Is this equation possible?
World economic crisis + increased demand for organic food = opportunities for farmers in poor countries
The United Nations thinks so.
Reuter’s Africa has a fascinating article on how the UN feels that organic food production could help Africa.
Demand for organic foods will keep growing despite the world economic crisis, creating an opportunity for farmers in poor countries, the United Nations’ trade and development agency said on Monday.
Demand is skyrocketing, which is no surprise until you consider the numbers:
UNCTAD projected that sales of certified organic products would reach $67 billion in 2012, up from $46 billion in 2007 and about $23 billion in 2002.
And, as it turns out, farmers in developing countries can make more by growing organic produce!
Poor-country farmers, who often struggle to compete against their subsidized and technologically advanced counterparts in Europe and the United States, could benefit from growing and exporting more organic foods.
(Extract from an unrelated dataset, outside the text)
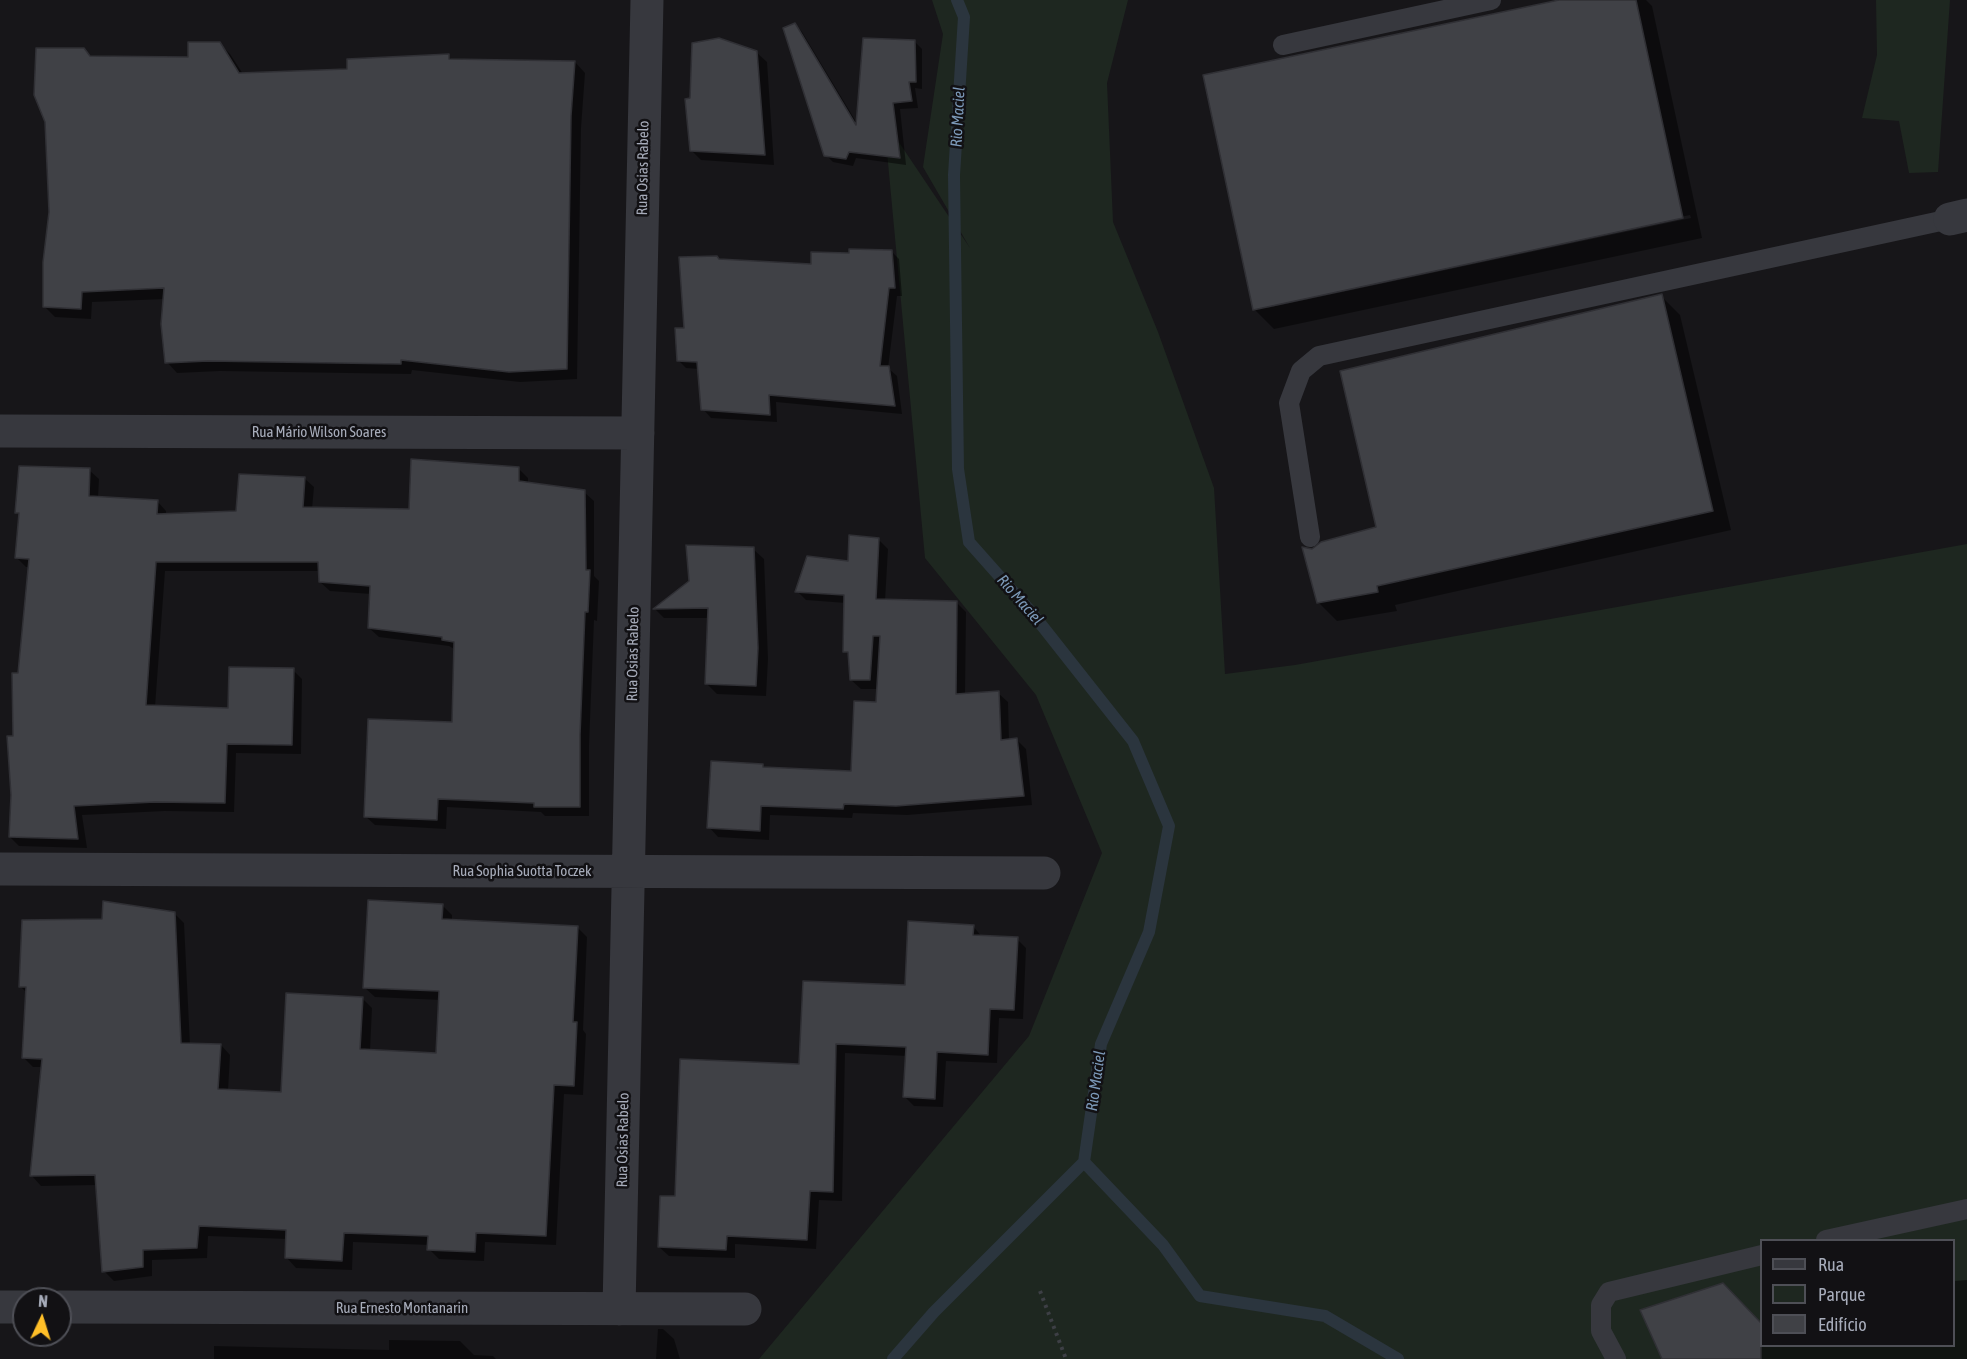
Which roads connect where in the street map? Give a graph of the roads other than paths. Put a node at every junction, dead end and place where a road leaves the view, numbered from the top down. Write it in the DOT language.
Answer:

“Studies from Africa, Asia, and Latin America indicate that organic farmers earn more than their conventional counterparts,” it said, estimating that organic foods carry price premiums for farmers ranging from 30 to 200 percent.
While it’s normal to be skeptical, you can’t help but think that opportunities like this are a blessing of some variety. Where we’d find the real win is if this increase in opportunities can be available to all farmers, and that the effects of the downturn could be repaired for all.